Now that I'm retired and living in Spain I get to hear interesting notions from many different people and along with those who are frankly exploiting the fascination with medieval notions of medical causes, otherwise known as scams, there are those who are interested and curious about the natural world. A recent conversation turned to a remarkable report about some sheep that apparently were able to graze on seaweed, despite the high salt concentration. They had been able to adapt to a change in diet thus providing graphic evidence of the reslience and responsiveness of the mammalian digestive system.

Flickr photos of said sheep and wikipedia on the North Ronaldsay sheep of Orkney.

Of course a little thought about diets should convince us of the adaptability. Across the world we have widely divergent diets in peoples who are essentially healthy: for example we have Inuits who live on a very high fat diet of seal, reindeer, whale meat; we have Argentinian cowboys who live almost entirely on meat; we have coastal communities in Japan who live almost entirely on fish; and so on.

Of course these are examples of adaptation and not evolution. If we take an ordinary human and move them to Argentina and get them living on a diet of almost exclusively meat, they will survive and may even be healthier, because their gut will adapt. The difference between this and evolution is a popular misunderstanding.

Evolution requires three things: variation, replication, and selection. That means that it's active across generations, not within them. An evolutionary change in digestion would for example be where a modified enzyme is created in an organism as a result of a genetic mutation in the DNA of one of the parents, responsible for that protein (variation). Then the gene is passed to the offspring (replication) which manifests itself as an ability to better digest a particular foodstuff.

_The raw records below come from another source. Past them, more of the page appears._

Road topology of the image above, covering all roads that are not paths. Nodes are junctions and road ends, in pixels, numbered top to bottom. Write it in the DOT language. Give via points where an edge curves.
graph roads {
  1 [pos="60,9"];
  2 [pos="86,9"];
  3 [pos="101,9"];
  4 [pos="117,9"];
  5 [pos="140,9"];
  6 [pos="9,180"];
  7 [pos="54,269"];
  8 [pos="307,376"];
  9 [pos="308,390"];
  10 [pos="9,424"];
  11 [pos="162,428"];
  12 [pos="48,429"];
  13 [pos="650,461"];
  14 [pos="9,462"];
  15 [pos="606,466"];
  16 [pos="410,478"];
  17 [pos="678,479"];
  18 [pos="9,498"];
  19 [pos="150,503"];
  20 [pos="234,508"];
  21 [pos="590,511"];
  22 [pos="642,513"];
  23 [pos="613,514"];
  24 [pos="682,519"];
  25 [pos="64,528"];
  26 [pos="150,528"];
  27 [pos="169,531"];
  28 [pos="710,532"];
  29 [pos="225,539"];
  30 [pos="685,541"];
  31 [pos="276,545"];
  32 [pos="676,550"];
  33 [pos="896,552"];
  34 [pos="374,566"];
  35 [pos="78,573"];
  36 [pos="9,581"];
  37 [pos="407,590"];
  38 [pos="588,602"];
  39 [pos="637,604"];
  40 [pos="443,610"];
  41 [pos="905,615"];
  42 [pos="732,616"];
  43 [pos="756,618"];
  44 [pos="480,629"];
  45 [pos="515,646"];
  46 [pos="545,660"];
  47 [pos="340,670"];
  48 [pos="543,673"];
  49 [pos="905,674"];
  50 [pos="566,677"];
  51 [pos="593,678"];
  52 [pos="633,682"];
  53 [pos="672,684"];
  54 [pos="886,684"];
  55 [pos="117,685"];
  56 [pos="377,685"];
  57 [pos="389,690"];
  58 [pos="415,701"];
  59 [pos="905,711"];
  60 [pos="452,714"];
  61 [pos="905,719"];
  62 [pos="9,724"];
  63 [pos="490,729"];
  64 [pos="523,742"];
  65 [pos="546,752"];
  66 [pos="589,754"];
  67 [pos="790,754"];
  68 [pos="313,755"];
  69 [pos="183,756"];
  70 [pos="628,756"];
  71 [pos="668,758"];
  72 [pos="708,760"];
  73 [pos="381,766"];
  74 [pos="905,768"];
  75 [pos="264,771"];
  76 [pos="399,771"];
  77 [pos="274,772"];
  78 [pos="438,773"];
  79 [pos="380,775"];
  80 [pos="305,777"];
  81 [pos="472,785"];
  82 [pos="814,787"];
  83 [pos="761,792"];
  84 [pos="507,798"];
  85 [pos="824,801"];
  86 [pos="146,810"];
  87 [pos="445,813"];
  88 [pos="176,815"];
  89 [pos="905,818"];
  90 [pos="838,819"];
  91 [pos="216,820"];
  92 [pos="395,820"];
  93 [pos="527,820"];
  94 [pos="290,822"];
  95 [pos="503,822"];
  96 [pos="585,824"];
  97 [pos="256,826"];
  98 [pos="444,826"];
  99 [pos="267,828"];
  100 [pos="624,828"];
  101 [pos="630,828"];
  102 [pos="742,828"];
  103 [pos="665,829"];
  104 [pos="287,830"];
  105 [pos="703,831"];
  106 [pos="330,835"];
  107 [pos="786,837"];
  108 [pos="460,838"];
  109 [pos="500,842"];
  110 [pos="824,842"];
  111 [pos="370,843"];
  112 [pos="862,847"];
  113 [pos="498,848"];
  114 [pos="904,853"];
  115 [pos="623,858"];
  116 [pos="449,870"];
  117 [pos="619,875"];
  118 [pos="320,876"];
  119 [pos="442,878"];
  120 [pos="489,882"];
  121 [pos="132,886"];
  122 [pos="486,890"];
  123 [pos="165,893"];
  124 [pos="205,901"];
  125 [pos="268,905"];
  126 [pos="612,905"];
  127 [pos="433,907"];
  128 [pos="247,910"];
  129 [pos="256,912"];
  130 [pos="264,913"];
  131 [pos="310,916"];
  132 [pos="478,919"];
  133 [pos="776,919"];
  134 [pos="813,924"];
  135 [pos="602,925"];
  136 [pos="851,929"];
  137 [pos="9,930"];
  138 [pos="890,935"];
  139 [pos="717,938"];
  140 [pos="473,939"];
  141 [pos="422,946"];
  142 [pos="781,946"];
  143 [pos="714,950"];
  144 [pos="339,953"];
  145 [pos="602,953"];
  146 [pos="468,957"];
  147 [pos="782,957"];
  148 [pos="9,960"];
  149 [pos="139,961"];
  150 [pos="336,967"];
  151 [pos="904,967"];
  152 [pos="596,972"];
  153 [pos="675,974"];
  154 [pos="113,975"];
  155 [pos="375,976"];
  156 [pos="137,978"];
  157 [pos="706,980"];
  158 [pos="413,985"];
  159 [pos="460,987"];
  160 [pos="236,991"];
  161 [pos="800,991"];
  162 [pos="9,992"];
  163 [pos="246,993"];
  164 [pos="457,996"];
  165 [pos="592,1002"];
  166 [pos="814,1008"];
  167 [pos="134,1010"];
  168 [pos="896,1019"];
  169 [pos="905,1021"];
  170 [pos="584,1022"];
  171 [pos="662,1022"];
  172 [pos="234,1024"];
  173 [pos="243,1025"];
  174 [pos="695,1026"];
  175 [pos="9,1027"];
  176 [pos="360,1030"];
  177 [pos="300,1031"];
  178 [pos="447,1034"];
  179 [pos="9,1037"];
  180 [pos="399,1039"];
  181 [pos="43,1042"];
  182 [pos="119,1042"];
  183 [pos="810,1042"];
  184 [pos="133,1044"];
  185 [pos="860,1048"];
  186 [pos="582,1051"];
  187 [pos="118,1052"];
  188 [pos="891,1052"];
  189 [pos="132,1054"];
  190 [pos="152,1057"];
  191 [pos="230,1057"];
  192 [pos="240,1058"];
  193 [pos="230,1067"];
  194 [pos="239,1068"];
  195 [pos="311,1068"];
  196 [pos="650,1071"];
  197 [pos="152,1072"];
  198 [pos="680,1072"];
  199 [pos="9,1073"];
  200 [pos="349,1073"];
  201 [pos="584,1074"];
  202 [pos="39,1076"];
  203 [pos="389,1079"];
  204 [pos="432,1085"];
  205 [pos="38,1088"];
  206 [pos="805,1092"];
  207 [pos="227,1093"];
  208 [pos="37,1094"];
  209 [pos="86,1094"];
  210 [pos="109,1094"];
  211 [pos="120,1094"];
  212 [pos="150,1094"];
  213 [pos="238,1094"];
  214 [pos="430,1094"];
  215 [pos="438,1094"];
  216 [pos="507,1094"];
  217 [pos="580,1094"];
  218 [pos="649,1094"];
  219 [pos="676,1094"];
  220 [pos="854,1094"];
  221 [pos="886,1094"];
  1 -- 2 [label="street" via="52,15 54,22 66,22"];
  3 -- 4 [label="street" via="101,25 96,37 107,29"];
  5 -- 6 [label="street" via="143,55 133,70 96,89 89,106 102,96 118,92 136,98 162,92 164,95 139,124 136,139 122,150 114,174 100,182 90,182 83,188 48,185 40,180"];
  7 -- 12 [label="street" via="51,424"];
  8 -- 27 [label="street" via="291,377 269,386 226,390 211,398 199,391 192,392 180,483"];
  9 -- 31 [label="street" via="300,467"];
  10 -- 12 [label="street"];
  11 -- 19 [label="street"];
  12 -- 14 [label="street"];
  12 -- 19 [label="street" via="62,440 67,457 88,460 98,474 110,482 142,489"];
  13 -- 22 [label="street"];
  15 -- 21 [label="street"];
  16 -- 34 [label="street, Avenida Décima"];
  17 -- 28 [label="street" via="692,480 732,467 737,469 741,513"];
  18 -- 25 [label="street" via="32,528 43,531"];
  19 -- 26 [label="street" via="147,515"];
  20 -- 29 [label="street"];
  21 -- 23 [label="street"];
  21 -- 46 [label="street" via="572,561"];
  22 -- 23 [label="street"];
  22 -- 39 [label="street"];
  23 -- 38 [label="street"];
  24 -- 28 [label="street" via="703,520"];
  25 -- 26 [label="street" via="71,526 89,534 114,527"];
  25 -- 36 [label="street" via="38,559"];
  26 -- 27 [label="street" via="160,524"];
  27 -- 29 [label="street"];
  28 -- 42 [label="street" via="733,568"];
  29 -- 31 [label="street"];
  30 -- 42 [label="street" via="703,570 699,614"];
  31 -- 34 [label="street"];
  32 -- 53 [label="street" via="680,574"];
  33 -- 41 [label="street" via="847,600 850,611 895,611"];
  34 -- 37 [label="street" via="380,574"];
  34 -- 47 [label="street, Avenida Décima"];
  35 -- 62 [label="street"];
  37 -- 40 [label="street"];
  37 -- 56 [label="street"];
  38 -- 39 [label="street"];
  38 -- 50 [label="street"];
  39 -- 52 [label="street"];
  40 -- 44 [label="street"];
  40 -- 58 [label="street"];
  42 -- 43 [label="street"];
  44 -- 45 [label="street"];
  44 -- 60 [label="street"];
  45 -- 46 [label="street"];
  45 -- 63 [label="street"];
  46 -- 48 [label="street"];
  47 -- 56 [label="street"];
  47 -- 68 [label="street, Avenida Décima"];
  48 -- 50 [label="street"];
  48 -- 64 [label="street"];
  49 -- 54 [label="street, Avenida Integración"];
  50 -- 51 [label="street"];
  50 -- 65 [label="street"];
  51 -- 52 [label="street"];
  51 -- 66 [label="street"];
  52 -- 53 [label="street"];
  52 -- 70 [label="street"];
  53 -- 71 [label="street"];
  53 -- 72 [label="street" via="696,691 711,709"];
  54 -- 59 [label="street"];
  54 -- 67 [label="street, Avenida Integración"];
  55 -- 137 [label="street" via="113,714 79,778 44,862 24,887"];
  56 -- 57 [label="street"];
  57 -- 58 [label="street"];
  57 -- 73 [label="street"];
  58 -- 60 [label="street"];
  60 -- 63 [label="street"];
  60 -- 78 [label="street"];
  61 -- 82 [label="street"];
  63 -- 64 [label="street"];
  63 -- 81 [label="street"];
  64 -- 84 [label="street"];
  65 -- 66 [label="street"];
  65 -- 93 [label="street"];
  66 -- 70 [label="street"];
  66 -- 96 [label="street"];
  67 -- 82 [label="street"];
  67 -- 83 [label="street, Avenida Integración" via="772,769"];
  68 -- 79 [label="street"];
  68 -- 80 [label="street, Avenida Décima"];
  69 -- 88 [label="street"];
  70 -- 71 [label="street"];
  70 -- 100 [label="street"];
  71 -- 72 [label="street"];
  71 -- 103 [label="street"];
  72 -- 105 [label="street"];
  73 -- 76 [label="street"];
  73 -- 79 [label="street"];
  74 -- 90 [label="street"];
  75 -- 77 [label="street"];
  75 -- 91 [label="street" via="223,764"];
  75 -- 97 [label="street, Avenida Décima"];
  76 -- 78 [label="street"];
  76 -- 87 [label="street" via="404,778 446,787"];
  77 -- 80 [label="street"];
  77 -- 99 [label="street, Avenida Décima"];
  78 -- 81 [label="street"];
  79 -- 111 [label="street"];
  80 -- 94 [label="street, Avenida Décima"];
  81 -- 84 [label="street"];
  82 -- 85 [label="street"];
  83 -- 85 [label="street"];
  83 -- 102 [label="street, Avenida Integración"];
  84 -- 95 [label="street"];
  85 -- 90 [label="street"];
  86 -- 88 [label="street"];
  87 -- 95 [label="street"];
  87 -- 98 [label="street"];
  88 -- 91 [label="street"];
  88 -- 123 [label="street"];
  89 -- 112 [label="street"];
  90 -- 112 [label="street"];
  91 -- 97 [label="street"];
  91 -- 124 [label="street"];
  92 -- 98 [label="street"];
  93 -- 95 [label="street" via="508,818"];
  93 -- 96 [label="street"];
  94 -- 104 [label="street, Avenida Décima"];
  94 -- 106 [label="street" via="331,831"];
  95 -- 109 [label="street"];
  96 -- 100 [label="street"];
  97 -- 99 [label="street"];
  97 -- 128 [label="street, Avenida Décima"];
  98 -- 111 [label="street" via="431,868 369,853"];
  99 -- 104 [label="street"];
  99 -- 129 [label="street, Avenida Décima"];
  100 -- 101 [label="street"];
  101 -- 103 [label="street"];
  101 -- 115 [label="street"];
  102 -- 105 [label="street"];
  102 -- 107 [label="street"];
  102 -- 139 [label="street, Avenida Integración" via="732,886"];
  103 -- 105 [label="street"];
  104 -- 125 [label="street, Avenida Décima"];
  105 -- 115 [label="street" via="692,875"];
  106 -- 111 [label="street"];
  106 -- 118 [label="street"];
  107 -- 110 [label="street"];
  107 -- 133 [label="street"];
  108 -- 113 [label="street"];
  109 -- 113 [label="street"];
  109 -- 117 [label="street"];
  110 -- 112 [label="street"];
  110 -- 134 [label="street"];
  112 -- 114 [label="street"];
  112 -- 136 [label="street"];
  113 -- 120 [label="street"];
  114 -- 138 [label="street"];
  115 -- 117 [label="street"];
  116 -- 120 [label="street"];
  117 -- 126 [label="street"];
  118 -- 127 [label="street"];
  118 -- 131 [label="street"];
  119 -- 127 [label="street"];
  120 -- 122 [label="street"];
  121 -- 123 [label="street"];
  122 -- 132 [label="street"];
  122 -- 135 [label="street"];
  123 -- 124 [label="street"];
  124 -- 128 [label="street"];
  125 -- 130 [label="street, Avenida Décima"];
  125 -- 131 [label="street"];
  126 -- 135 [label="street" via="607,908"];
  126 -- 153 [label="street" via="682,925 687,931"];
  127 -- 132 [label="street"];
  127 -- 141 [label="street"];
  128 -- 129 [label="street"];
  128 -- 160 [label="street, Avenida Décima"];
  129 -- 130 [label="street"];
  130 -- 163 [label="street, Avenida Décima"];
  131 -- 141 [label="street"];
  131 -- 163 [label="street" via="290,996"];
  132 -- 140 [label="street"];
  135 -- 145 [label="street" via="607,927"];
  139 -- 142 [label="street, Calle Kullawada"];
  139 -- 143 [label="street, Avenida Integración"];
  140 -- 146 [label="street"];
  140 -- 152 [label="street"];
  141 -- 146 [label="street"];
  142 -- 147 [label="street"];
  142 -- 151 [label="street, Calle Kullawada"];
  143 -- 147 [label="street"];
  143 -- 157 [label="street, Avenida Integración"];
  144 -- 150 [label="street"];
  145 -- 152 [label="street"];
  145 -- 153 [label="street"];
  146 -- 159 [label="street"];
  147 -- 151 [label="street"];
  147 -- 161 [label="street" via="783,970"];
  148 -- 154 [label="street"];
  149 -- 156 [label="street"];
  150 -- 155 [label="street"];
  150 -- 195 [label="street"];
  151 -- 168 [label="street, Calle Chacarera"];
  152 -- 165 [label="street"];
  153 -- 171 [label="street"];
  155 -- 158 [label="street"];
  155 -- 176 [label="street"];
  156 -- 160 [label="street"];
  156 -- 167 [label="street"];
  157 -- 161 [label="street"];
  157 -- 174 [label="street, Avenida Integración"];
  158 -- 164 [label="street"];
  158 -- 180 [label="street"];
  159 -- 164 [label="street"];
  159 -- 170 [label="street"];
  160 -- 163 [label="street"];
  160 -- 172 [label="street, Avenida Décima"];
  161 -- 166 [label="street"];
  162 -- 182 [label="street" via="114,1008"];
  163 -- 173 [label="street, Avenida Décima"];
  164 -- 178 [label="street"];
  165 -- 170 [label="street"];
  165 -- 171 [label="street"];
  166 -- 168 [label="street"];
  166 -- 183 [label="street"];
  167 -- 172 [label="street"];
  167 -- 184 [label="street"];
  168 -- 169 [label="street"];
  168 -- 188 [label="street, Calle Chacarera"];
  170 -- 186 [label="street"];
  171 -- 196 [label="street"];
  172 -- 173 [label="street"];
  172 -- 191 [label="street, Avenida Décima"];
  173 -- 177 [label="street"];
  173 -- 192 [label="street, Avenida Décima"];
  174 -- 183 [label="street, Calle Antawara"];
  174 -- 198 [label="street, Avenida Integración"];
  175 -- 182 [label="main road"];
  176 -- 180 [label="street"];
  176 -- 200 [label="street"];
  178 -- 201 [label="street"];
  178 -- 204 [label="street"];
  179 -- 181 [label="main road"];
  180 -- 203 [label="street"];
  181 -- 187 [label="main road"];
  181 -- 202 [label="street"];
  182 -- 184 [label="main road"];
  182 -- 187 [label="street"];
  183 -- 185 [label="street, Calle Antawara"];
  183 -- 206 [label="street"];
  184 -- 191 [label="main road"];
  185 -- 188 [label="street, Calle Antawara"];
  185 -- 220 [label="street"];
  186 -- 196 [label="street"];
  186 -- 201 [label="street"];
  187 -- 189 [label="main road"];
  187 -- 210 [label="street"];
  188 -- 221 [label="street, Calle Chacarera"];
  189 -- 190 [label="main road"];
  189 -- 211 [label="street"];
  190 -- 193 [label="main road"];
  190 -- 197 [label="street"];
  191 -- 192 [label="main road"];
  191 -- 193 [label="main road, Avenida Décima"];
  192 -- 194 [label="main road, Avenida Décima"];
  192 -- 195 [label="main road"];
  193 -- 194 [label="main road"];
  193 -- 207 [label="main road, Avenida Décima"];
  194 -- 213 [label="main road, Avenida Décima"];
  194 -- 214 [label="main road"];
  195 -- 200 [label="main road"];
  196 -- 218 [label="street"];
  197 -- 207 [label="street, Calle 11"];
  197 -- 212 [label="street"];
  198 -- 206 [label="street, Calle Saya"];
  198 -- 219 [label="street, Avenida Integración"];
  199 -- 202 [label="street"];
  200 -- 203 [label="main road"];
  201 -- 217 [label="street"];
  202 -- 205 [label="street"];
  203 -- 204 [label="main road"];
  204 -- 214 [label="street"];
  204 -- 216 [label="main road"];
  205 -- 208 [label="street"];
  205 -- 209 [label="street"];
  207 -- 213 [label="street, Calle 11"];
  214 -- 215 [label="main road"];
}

So far there is just a random mutation passed on to the offspring - we don't yet have evolutionary change. For that to happen, we need there to be some selection advantage in the offspring, for example because the climate has changed and the traditional foodstuffs are now in short supply or not available. Offspring containing the mutated gene can produce an enzyme that gives them a survival advantage.

Such a small change can lead to the persistence of the mutated gene in the gene pool with its increased frequency in the population surviving in future generations. Now we have evolutionary change.

Just like it's easy to mistake adaptation for evolution, it's also easy to get taken in by association between potentially unconnected events. I was told of a case of a woman who, unless she drank water from a particular well, would develop gall-stones. The said well was therefore assumed to contain some important mineral that effected the cure or at least kept the illness at bay.

This sort of associative thinking was popular pre-Enlightenment when plausibility sufficed and there were much less stringent demands for evidence and a causal chain of events. When I questioned why such an association was thought plausible I was met with the common response of "Well, it could be true..." Indeed it could, on the same level of plausibility as standing on one leg and whistling is a cure for cancer...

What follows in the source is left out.